Michele O’Neil says people should not be robbed of their super. (Peter Healy, ABC News.)

Ms O’Neil also noted there still were “systemic problems in Australia, where some workers aren’t getting the minimum pay they should get and they’re also not getting paid their super“.

Mr Jones said there was “no time or tolerance” for employers who rip off their workers.

The government is pushing the ATO to crack down on bosses not paying workers their superannuation.

Mr Jones said that, over time, the government might also take a look at the current rules impacting whether or not young people get superannuation.
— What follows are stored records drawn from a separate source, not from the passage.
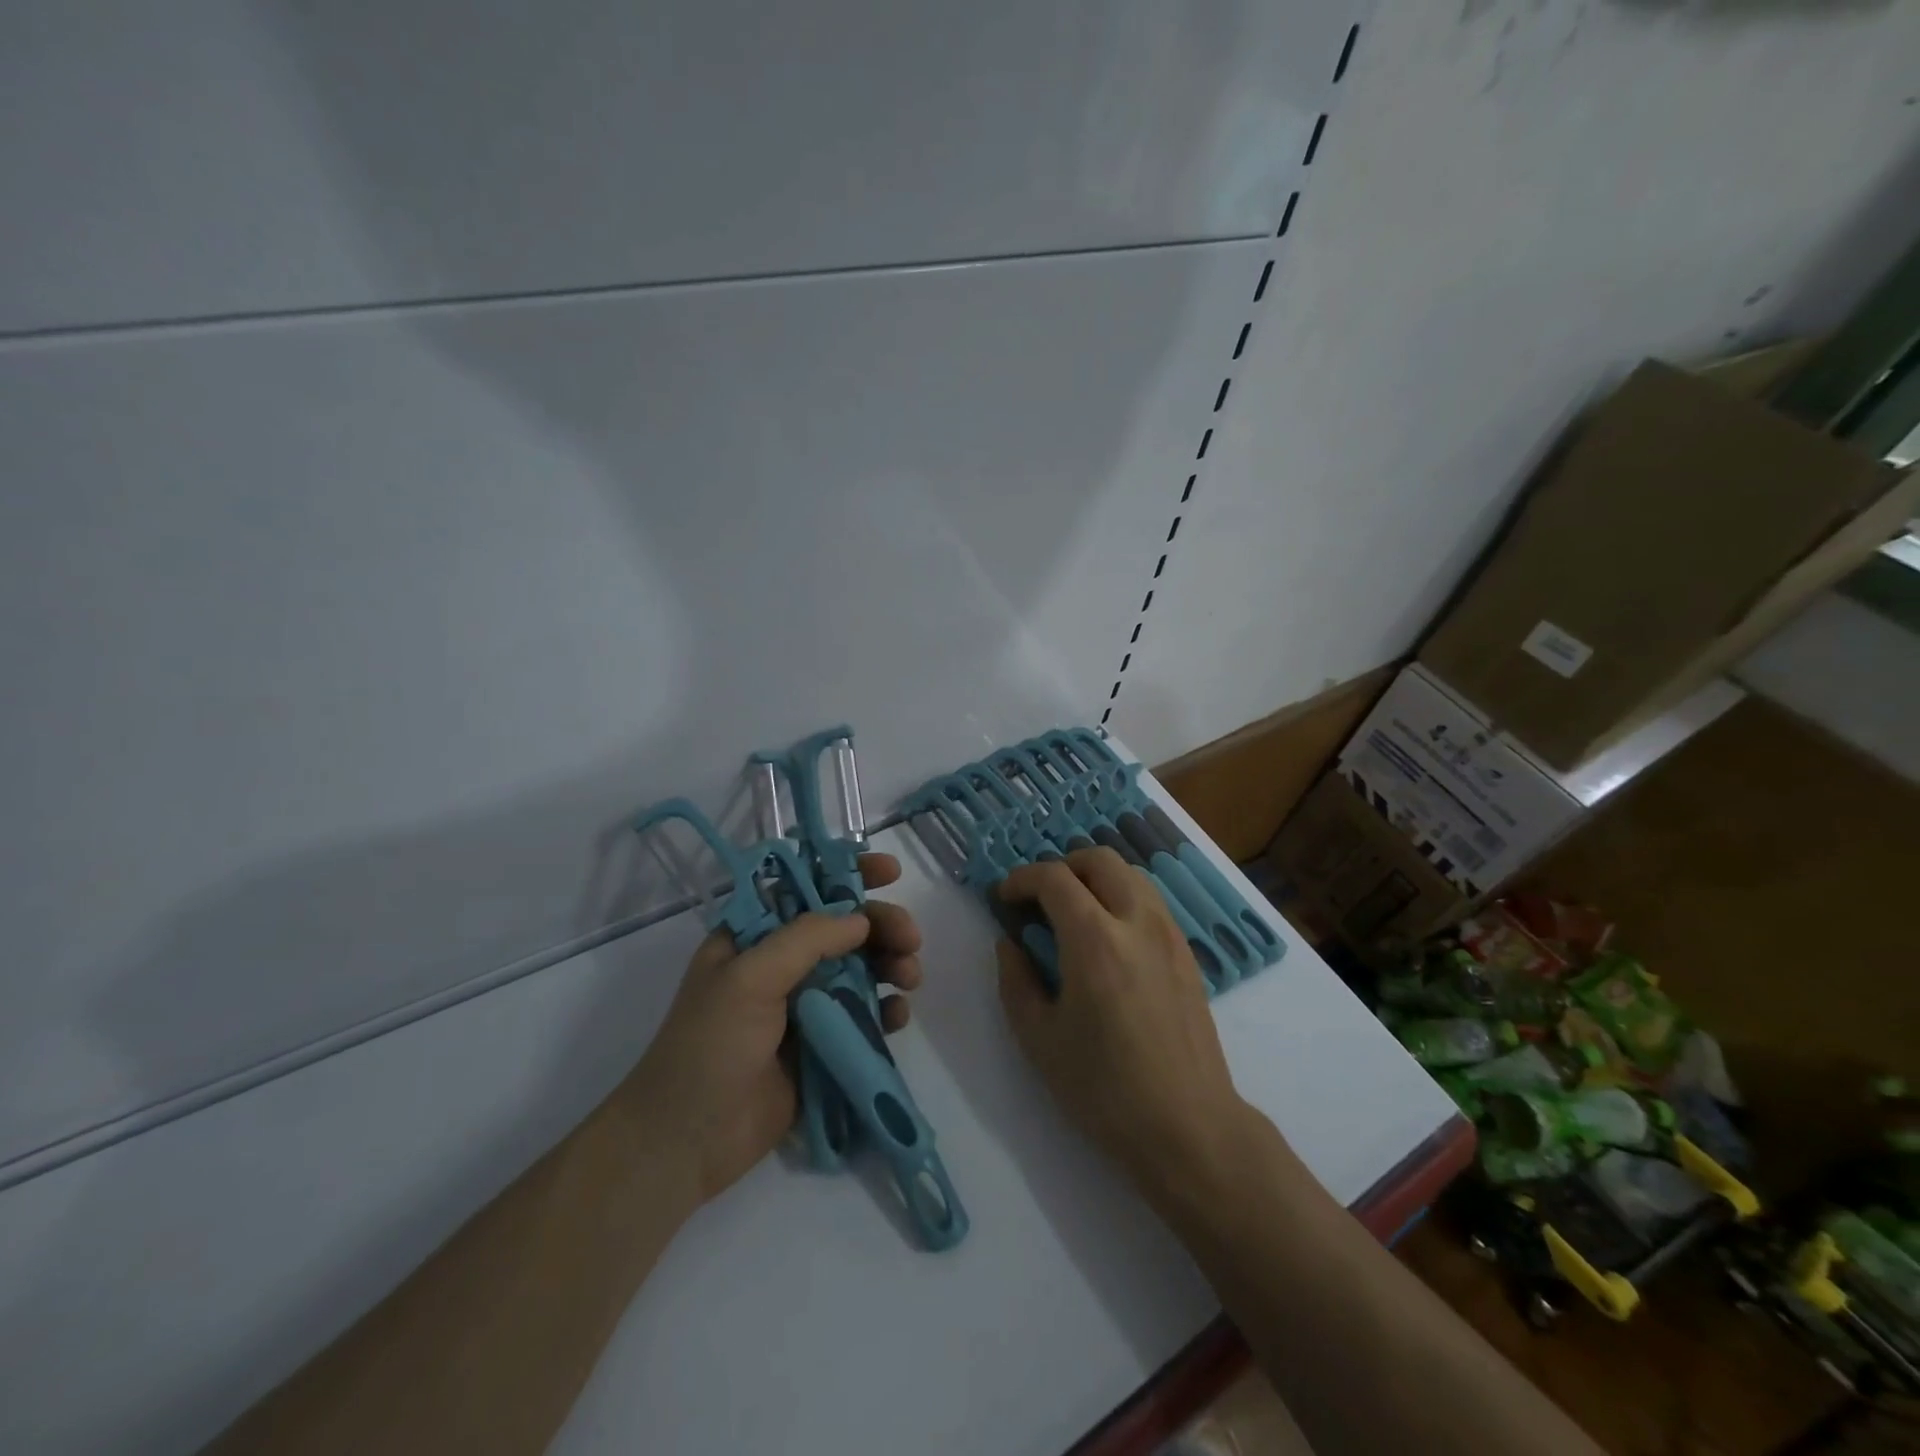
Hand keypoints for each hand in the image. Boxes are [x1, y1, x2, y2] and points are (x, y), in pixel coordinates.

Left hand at [616, 852, 922, 1211]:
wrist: (687, 1142)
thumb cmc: (709, 1046)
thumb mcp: (749, 978)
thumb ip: (806, 939)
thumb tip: (860, 920)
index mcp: (755, 937)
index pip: (807, 888)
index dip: (848, 874)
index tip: (890, 871)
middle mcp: (782, 964)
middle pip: (844, 929)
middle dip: (881, 926)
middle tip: (911, 939)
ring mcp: (806, 1006)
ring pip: (862, 969)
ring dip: (890, 965)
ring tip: (910, 977)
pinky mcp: (825, 1045)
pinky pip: (865, 1016)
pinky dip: (886, 1010)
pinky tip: (898, 1016)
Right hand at [996, 848, 1250, 1194]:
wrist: (1188, 1127)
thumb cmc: (1104, 1089)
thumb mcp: (1039, 1039)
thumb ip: (1016, 980)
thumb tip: (1010, 943)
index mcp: (1094, 940)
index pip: (1054, 878)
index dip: (1022, 879)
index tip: (1004, 898)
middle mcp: (1136, 922)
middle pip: (1099, 860)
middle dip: (1061, 867)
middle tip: (1039, 899)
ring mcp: (1169, 934)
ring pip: (1130, 874)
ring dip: (1095, 878)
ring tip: (1072, 913)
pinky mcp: (1187, 953)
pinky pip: (1150, 901)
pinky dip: (1121, 897)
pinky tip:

“We’ll be telling the Tax Office [officials], we want them to lift their game on chasing down those businesses that are doing the wrong thing against their competitors [and] against their workers,” Mr Jones said.

He said the government would be “talking to the tax office” about what can be done around system changes that would proactively ensure that employers don’t inadvertently pay the wrong rate, or fall behind in their superannuation payments, “so that they don’t inadvertently do the wrong thing”.

What’s the long-term outlook for superannuation fund performance?

Mr Dunnin says that some people who have their superannuation tied up in stock investments might try to recoup some of their losses by opting for bonds or cash instead. However, he warned that shifting into other types of investments might be just as risky.

“It might make sense to really not change what you’re doing too much because, if you do move away from equities, perhaps because you’re a bit frightened, into bonds, you could be jumping out of the frying pan into the fire,” Mr Dunnin said.

He also welcomed the government’s review of performance benchmarks.

“The way some of those performance benchmarks operate is that they don’t actually reflect how super funds invest their money … and some of those benchmarks aren’t really quite fair,” he said.

“The last thing we want funds to do is actually just take the money [and only] invest in really safe, conservative assets because, over the long run, we will be worse off.”

Mr Jones said superannuation had performed “very, very well” over the past decade “and we’ve got good reason to believe it’ll do very well again over the next decade with the right measures and performance benchmark pressures in place.”

While there were “ups and downs” and the current investment market was volatile, he said people needed to stay the course with their super.

“The message to people who might be a little bit nervous about their statements this year is: ‘Stick with it. Go the distance. These are long-term investments, and this is about funds put aside for your retirement income’,” Mr Jones said.